Some MoB readers may perhaps be wondering how I did on my self-imposed “40 til 40″ fitness challenge which officially ended November 23.  For those recently joining, I committed exactly 40 days before my 40th birthday to get off my a#@ and in some sort of shape. 

Cut to the chase:  I lost about 8 pounds, I’m working out 3 times a week at fitness boot camp, and I’m eating much better.  All in all I would give myself a B+. I have by no means reached my final goal which is to have the body of a 25 year-old professional pole dancer but I figure I have to have SOMETHING to work towards for my 50th birthday.  I hope to lose about 10 more pounds in the next 2-3 months so I can stand naked in front of my husband with confidence and say “You see!  I told you only plastic surgery will fix this.”

At which point he will reply, “So go make an appointment.”

Fishing for compliments has never been one of my strong suits.  Yet, I still always dream of catching the big one – the one where he takes me in his arms and tells me that I am perfect just the way I am and in fact, he loves the cottage cheese texture around my belly button and my smiley c-section scar.  But alas, this is not meant to be in a houseful of boys.  A few years ago, in a desperate moment of which I am not so proud, I actually sidled up to Chase who was innocently playing a video game and asked, “Do you think Mommy is pretty?”  After carefully taking into account my fragile self worth he turned to me and said, “Well, when you dress up for work or a wedding or something like that, you’re kinda pretty.  But right now, not so much.” 

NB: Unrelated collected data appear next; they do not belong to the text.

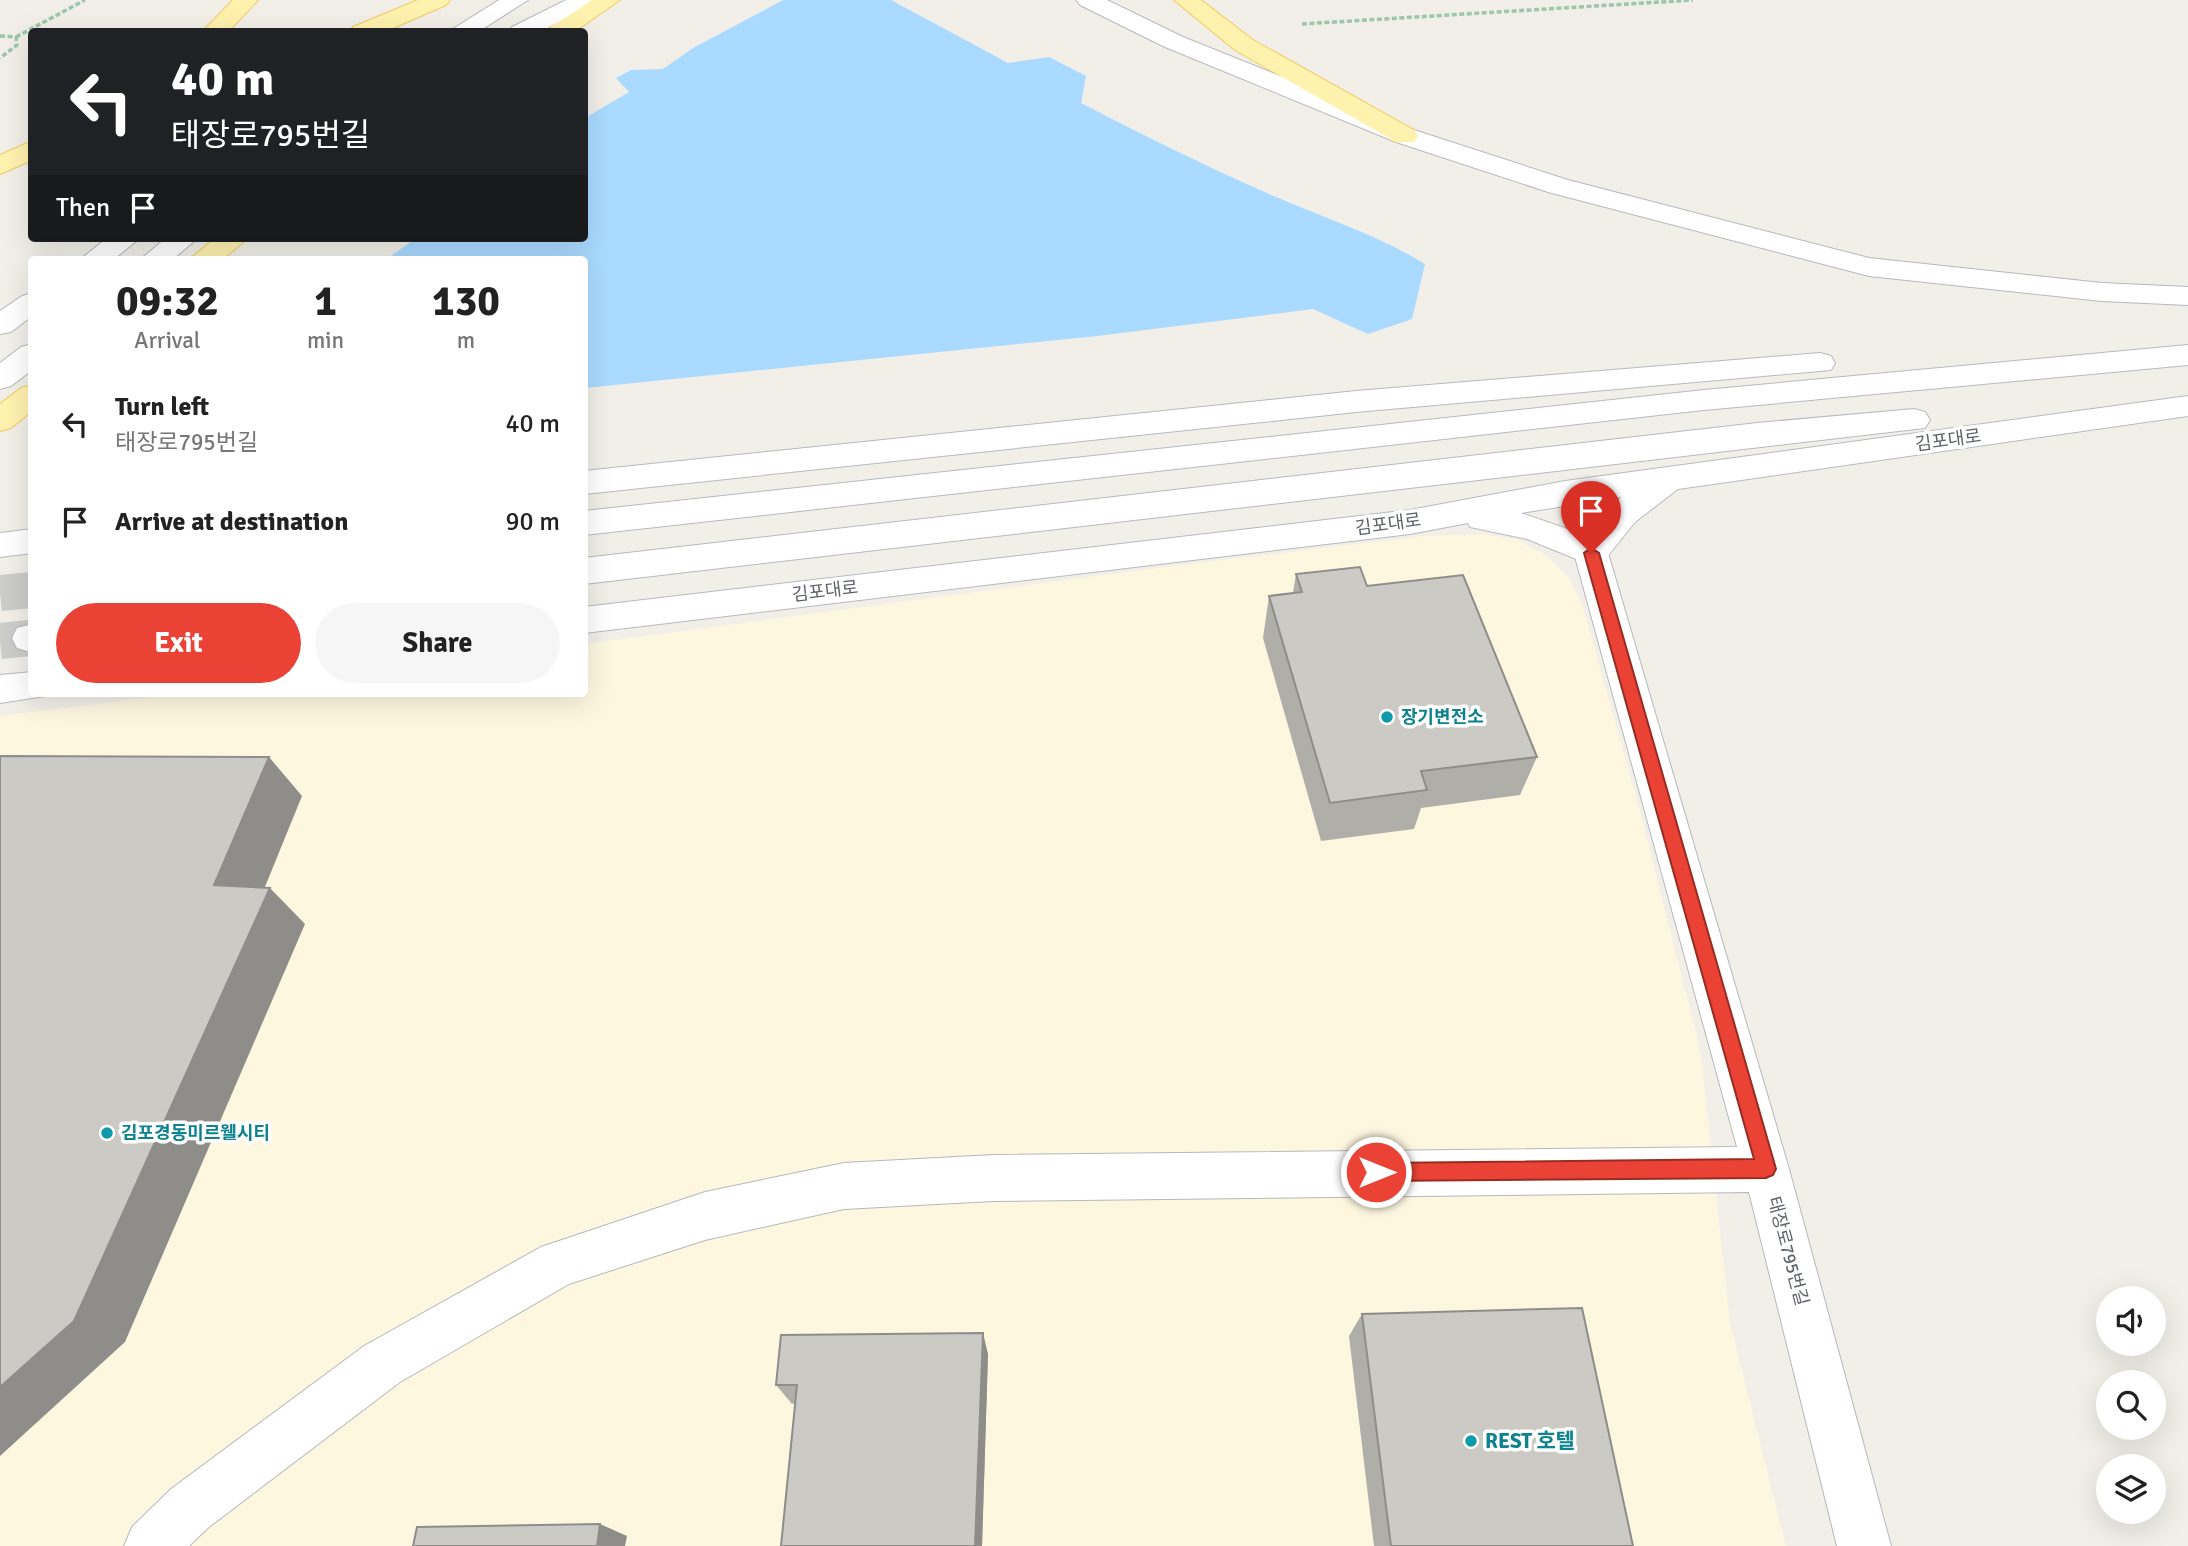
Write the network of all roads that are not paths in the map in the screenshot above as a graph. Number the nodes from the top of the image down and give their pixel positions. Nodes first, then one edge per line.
1 (246, 0) edge
2 (438, 0) edge
3 (516, 0) edge
4 (584, 0) edge
5 (608, 0) edge
6 (1088, 0) edge
7 (1186, 0) edge
8 (218, 28) edge
9 (372, 28) edge
10 (467, 28) edge
11 (528, 28) edge
12 (562, 28) edge
13 (1405, 136) junction
14 (28, 151) edge
15 (0, 166) edge
16 (28, 170) edge
17 (0, 181) edge
18 (120, 242) edge
19 (178, 242) edge
20 (228, 242) edge
21 (99, 256) edge
22 (159, 256) edge
23 (208, 256) edge
24 (2188, 296) edge
25 (28, 305) edge
26 (0, 325) edge
27 (2188, 328) edge
28 (2188, 355) edge
29 (28, 357) edge
30 (0, 379) edge
31 (28, 398) edge
32 (2188, 405) edge
33 (0, 420) edge
34 (1672, 478) junction
35 (588, 482) edge
36 (1442, 516) junction
37 (588, 523) edge
38 (28, 542) edge
39 (0, 545) edge
40 (1591, 553) junction
41 (588, 571) edge
42 (588, 620) edge
43 (28, 686) edge
44 (0, 689) edge
45 (1766, 1169) junction
46 (151, 1546) edge
47 (1864, 1546) edge

1 - 8 main road
2 - 9 main road
3 - 10 main road
4 - 11 main road
5 - 12 main road
6 - 13 main road
7 - 13 main road
13 - 24 main road
14 - 15 main road
16 - 17 main road
18 - 21 main road
19 - 22 main road
20 - 23 main road
25 - 26 main road
27 - 35 main road
28 - 37 main road
29 - 30 main road
31 - 33 main road
32 - 34 main road, 김포대로
32 - 41 main road, 김포대로
34 - 36 main road, 김포대로
34 - 40 main road
36 - 40 main road
36 - 42 main road, 김포대로
38 - 39 main road
40 - 45 main road, 태장로795번길
43 - 44 main road
45 - 46 main road
45 - 47 main road, 태장로795번길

On the bright side, the fact the hubby and brothers don’t play my little game allows me continue to watch Extreme Makeover and Dr. 90210 and fantasize about someone cutting my stomach open, sucking out the insides, and sewing me back together so tight that even my toes look skinnier. 

Ironically I think my reasons for avoiding plastic surgery are perhaps more self-absorbed than my reasons for proceeding with it:

1) People who get elective plastic surgery are shallow people who don’t understand that it’s what’s on the inside that counts. If I got my tummy tucked, I would be one of those shallow people.

2) While the TV reality show people always look 1000 times better after their surgery, I really haven’t seen a live tummy tuck patient in the flesh that looks all that different than they did before. I’m’ just sayin.  If I’m going through all that pain, I better get my 21 year old stomach back.

3) There is always risk with surgery and God forbid something would happen to me, the story would be that I died having my tummy tucked. Tragic in so many ways beyond the obvious fact that I am dead.

There remains the outside chance that another 10 pounds will leave me very happy with tummy.  I would like to wear a bikini this summer and not one where the bottom comes up over my belly button.  Maybe if I go fishing in a bathing suit I’ll have more luck.